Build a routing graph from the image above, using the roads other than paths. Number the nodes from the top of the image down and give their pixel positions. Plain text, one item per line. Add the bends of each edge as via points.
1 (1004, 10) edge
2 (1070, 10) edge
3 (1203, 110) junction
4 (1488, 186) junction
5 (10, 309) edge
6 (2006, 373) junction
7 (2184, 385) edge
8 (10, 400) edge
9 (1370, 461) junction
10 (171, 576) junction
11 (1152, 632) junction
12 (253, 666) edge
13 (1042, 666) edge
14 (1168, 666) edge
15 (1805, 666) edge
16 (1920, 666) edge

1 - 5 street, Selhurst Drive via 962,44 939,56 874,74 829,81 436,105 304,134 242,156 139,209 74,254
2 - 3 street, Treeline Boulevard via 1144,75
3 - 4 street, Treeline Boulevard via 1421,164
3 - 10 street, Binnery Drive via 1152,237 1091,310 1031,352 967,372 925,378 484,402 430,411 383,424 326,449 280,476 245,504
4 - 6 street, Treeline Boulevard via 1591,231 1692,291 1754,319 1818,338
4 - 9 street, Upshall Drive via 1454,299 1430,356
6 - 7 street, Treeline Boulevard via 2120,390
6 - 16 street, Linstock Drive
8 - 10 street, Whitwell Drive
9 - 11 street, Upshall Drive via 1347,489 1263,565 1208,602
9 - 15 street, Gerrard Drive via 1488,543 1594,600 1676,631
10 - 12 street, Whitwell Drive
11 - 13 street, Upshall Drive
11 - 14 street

ABOUT THIS TASK | Restate the data above word for word, please.

RESPONSE FOR THIS EXERCISE |
Build a routing graph from the image above, using the roads other than paths. Number the nodes from the top of the image down and give their pixel positions. Plain text, one item per line. Add the bends of each edge as via points.
1 (1004, 10) edge
2 (1070, 10) edge
3 (1203, 110) junction
4 (1488, 186) junction
5 (10, 309) edge
6 (2006, 373) junction
7 (2184, 385) edge
8 (10, 400) edge
9 (1370, 461) junction
10 (171, 576) junction
11 (1152, 632) junction
12 (253, 666) edge
13 (1042, 666) edge
14 (1168, 666) edge
15 (1805, 666) edge
16 (1920, 666) edge

1 - 5 street, Selhurst Drive via 962,44 939,56 874,74 829,81 436,105 304,134 242,156 139,209 74,254
2 - 3 street, Treeline Boulevard via 1144,75
3 - 4 street, Treeline Boulevard via 1421,164
3 - 10 street, Binnery Drive via 1152,237 1091,310 1031,352 967,372 925,378 484,402 430,411 383,424 326,449 280,476 245,504
4 - 6 street, Treeline Boulevard via 1591,231 1692,291 1754,319 1818,338
4 - 9 street, Upshall Drive via 1454,299 1430,356
6 - 7 street, Treeline Boulevard via 2120,390
6 - 16 street, Linstock Drive
8 - 10 street, Whitwell Drive
9 - 11 street, Upshall Drive via 1347,489 1263,565 1208,602
9 - 15 street, Gerrard Drive via 1488,543 1594,600 1676,631
10 - 12 street, Whitwell Drive
11 - 13 street, Upshall Drive
11 - 14 street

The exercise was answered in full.